Assigned task.
Show each line of the entries below in which the word "中央自動車道" appears.

Provided data.
>>

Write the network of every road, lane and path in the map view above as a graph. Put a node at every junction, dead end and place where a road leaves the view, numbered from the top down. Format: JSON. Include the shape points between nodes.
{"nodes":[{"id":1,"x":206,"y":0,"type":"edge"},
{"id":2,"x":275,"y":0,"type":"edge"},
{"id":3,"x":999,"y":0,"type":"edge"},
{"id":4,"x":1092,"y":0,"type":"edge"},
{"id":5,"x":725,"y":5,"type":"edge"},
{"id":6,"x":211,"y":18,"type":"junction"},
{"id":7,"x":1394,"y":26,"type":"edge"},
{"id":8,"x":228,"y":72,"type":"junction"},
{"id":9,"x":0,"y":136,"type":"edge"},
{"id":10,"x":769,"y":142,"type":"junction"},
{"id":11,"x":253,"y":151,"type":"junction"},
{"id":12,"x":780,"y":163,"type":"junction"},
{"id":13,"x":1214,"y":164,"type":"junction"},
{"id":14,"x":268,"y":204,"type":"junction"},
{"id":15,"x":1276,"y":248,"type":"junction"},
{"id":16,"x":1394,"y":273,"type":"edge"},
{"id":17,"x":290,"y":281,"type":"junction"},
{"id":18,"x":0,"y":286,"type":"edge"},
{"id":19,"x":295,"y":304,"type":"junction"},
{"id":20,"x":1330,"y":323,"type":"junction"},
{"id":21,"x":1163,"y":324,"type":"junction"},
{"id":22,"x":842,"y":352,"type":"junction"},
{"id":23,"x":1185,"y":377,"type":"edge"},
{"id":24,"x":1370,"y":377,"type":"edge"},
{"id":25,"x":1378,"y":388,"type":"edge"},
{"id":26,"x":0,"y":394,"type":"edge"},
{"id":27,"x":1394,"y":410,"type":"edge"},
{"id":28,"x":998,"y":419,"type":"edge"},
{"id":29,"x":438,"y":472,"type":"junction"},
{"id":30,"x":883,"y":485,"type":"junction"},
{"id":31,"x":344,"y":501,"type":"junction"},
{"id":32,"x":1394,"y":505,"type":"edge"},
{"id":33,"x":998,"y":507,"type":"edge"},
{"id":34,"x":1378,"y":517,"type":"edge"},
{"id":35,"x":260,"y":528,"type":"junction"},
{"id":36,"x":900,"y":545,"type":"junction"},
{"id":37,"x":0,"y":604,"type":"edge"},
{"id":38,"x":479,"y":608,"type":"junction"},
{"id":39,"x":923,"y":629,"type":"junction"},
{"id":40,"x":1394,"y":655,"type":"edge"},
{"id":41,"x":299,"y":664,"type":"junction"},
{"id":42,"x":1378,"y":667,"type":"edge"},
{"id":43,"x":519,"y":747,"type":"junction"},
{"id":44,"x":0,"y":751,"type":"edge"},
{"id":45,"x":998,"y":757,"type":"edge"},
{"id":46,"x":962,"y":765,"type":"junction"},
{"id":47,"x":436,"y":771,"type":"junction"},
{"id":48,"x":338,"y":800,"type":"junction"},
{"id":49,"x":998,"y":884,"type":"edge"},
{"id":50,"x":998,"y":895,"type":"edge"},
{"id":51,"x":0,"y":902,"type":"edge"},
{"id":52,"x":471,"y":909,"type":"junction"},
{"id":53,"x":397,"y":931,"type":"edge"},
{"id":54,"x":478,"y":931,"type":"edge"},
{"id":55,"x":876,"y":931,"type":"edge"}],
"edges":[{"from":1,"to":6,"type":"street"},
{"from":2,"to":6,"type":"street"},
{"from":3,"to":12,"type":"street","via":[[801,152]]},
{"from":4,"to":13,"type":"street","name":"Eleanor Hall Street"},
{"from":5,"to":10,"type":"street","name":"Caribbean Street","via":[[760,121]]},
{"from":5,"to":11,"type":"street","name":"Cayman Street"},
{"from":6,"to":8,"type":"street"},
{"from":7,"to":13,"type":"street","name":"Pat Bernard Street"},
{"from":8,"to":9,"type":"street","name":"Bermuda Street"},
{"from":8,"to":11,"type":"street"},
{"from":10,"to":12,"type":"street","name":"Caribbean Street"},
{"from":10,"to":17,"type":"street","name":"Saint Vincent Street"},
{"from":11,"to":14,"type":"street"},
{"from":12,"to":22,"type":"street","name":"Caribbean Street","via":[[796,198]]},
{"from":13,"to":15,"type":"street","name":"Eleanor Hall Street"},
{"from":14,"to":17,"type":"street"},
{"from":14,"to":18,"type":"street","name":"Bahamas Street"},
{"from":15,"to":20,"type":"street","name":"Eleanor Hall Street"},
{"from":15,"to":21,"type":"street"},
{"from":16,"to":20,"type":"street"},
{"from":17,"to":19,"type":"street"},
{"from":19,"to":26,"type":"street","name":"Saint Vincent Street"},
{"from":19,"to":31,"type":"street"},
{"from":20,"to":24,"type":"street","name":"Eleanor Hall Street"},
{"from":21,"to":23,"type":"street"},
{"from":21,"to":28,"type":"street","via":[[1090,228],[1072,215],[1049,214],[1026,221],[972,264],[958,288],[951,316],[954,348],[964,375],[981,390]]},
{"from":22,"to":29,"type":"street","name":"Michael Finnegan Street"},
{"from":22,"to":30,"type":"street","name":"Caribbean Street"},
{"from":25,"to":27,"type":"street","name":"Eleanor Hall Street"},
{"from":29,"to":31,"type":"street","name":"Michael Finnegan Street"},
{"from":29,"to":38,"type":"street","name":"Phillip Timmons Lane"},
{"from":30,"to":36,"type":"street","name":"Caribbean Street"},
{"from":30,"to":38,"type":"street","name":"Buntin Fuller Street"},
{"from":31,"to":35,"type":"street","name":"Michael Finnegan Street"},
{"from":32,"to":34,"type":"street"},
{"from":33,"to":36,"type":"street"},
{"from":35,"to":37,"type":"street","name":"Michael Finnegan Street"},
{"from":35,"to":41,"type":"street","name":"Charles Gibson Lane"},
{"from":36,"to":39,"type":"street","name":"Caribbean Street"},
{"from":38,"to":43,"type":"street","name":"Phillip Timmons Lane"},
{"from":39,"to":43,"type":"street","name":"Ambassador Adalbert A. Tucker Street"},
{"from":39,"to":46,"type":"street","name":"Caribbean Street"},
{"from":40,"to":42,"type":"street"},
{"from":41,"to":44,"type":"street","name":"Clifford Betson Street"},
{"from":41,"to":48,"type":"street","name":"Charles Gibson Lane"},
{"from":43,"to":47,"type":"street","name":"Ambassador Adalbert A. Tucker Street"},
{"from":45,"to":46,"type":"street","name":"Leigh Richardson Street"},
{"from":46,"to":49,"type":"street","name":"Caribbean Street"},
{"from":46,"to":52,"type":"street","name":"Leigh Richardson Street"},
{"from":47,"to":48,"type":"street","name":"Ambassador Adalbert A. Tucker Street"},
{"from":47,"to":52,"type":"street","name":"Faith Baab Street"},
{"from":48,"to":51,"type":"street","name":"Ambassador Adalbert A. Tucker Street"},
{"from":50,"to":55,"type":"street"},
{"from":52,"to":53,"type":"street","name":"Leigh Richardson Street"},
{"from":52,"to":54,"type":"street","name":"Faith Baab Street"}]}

<<
>>

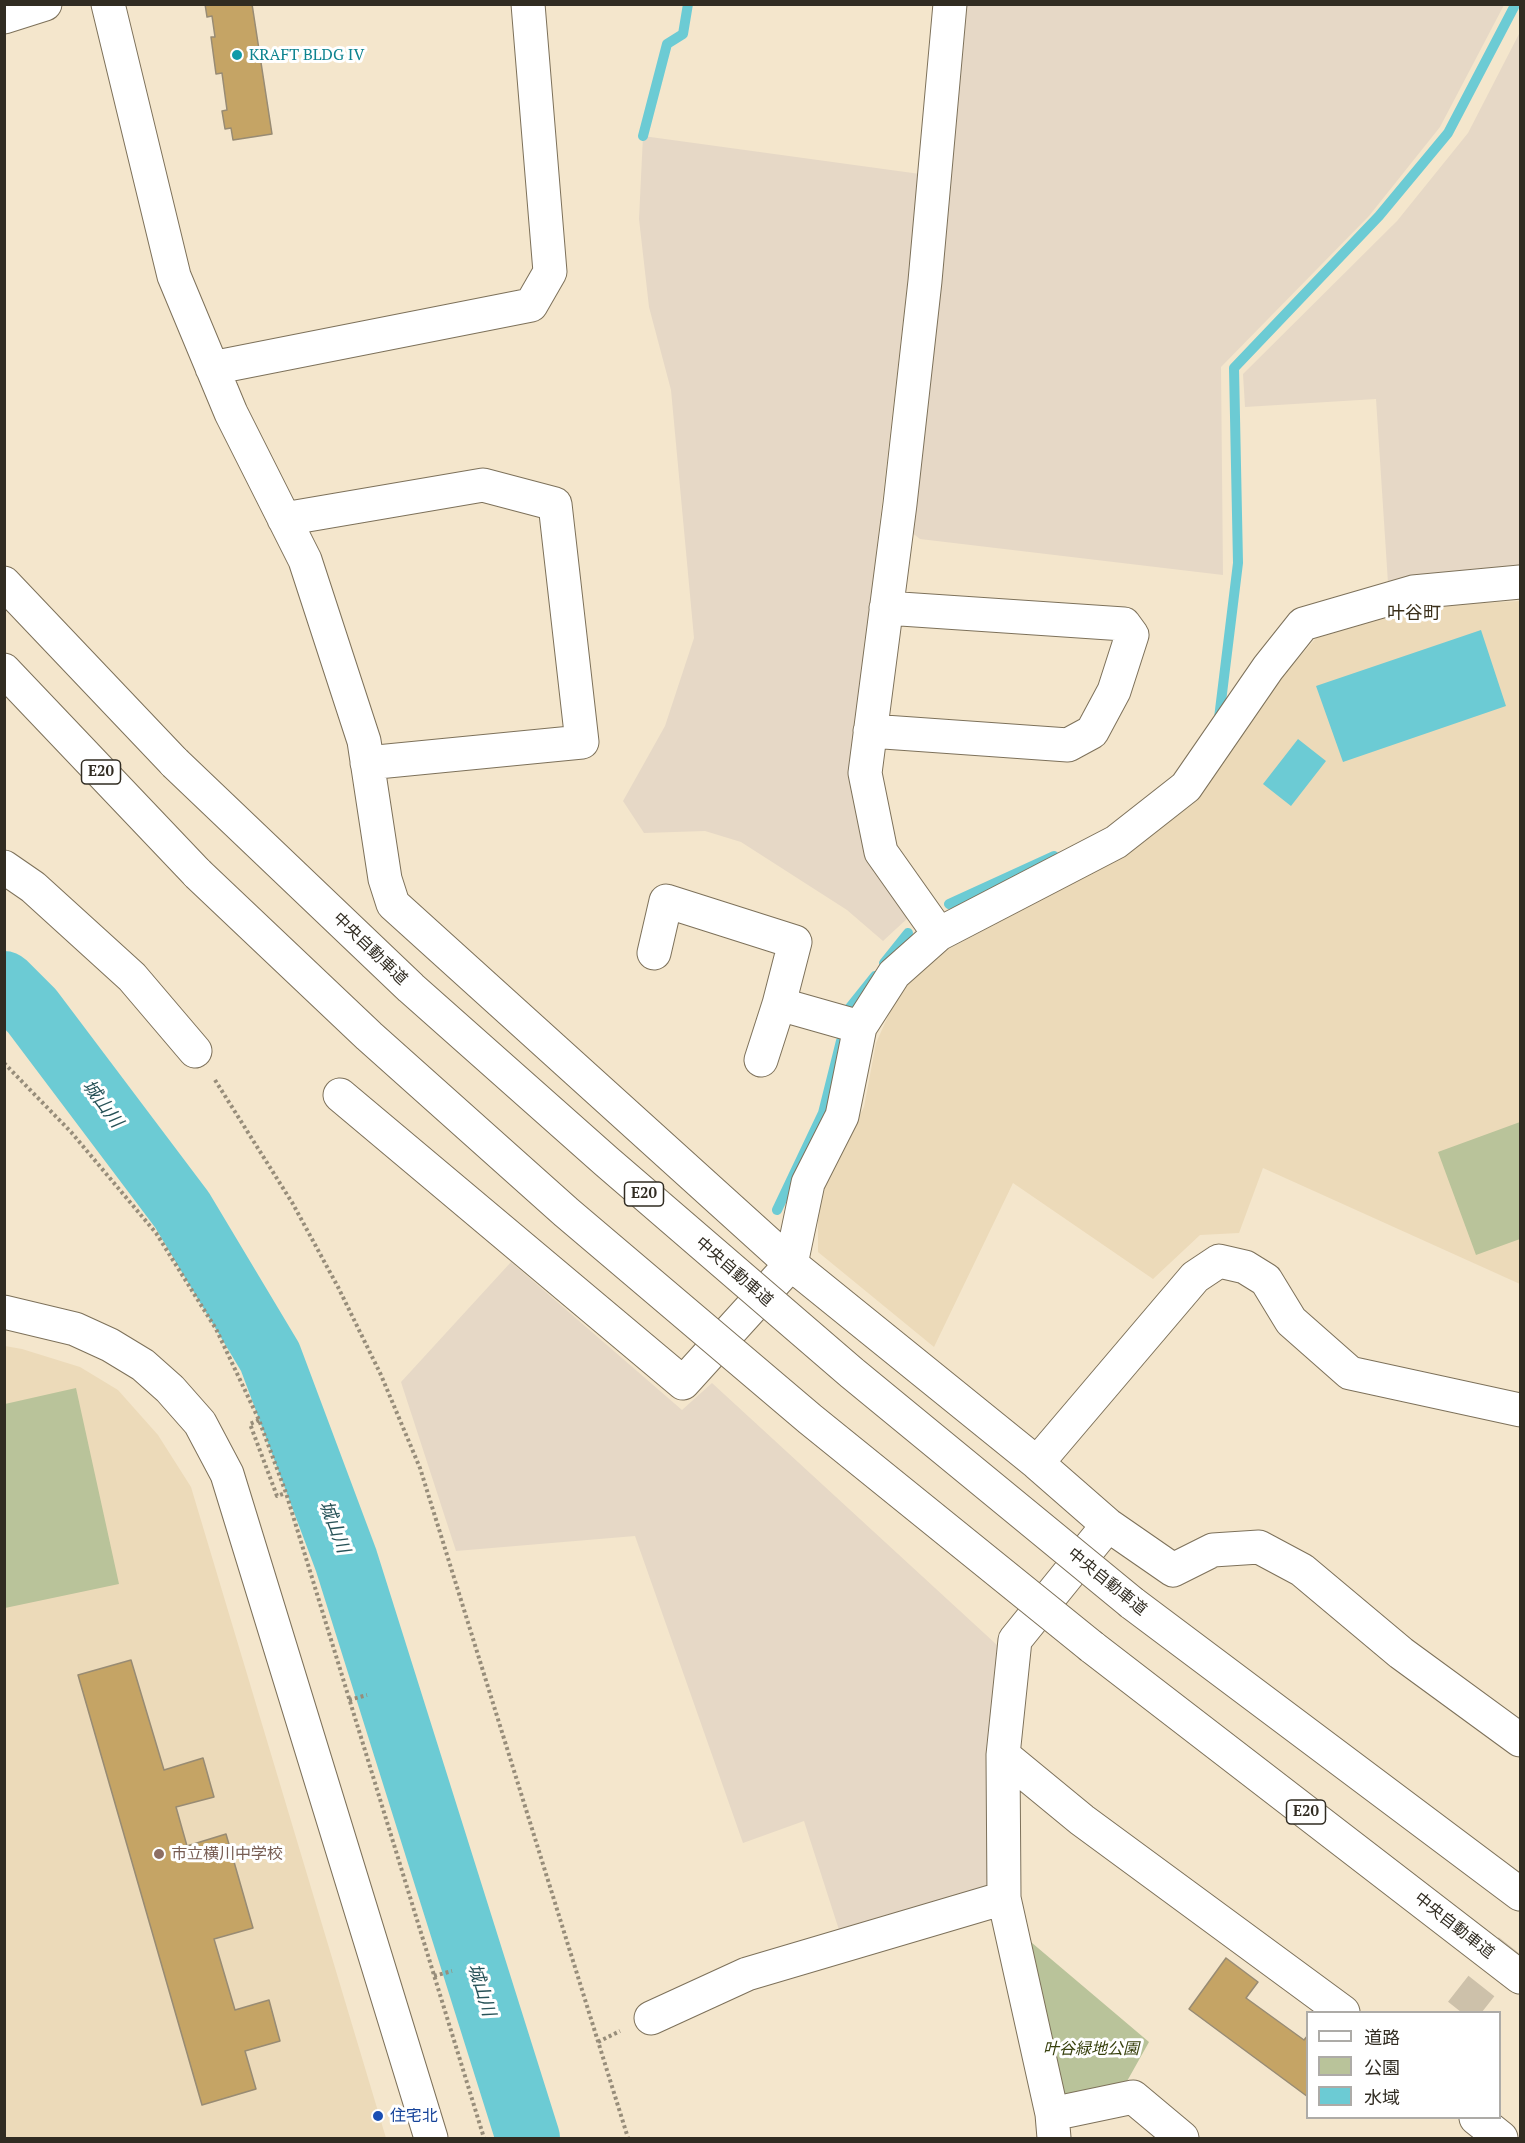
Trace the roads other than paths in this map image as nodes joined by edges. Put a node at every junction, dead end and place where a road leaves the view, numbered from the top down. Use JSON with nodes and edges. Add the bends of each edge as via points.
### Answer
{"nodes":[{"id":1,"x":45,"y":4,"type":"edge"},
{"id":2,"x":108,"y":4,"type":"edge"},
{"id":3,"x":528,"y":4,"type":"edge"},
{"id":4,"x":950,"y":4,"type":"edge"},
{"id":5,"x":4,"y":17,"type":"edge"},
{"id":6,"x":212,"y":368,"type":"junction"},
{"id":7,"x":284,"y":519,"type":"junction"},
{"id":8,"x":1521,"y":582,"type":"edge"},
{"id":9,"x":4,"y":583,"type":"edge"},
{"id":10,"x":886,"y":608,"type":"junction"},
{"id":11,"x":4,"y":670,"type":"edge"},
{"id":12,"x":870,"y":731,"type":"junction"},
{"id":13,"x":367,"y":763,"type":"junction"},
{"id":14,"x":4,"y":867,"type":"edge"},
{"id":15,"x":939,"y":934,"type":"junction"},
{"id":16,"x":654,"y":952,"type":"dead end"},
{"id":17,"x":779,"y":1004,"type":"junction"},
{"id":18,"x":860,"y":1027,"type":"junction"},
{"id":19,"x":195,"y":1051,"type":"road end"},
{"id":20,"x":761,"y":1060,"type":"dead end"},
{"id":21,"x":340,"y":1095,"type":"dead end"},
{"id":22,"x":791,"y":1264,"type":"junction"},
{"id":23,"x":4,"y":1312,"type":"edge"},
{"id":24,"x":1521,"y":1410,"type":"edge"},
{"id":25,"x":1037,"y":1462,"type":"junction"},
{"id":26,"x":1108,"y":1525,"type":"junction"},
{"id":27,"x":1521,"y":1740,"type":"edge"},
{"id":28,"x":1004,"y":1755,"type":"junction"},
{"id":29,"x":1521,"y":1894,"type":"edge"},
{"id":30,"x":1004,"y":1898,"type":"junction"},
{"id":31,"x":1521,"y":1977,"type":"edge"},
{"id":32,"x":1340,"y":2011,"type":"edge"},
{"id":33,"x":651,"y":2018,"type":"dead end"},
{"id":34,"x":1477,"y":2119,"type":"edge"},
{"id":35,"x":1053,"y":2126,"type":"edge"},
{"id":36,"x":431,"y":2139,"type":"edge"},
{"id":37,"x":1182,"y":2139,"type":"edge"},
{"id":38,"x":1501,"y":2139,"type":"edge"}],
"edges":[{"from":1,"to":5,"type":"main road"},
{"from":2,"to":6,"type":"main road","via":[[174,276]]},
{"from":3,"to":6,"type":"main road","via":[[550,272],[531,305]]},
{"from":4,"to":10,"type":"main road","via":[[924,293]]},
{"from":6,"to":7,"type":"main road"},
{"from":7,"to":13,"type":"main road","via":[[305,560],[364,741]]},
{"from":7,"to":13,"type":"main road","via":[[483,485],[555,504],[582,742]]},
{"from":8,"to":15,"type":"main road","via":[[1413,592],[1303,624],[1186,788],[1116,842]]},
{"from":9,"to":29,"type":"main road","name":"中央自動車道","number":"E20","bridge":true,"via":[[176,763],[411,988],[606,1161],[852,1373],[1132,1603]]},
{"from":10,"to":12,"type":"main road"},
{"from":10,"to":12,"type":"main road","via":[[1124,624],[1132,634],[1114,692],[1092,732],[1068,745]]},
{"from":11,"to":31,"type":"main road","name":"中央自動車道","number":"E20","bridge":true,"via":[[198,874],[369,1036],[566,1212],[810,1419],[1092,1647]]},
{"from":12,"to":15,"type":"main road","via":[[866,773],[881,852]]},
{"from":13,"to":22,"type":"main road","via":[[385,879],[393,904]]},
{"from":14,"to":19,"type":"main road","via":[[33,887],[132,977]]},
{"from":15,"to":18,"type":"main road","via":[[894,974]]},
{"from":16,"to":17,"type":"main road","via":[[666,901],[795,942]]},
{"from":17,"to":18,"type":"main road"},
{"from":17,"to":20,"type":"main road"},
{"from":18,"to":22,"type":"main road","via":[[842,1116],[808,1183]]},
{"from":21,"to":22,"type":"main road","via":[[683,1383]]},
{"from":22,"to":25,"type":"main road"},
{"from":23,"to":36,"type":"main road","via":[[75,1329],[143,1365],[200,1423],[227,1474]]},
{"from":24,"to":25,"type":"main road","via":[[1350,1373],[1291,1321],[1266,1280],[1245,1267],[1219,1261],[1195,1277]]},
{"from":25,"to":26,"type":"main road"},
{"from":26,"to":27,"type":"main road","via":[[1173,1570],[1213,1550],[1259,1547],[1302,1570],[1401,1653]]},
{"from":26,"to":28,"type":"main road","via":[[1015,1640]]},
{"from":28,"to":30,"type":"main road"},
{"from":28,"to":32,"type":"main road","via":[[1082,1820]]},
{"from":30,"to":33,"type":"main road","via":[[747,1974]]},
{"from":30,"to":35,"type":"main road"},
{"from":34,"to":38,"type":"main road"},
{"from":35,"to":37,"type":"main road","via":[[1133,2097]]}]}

<<

Response area.
{"from":9,"to":29,"type":"main road","name":"中央自動車道","number":"E20","bridge":true,"via":[[176,763],[411,988],[606,1161],[852,1373],[1132,1603]]},
{"from":11,"to":31,"type":"main road","name":"中央自動車道","number":"E20","bridge":true,"via":[[198,874],[369,1036],[566,1212],[810,1419],[1092,1647]]},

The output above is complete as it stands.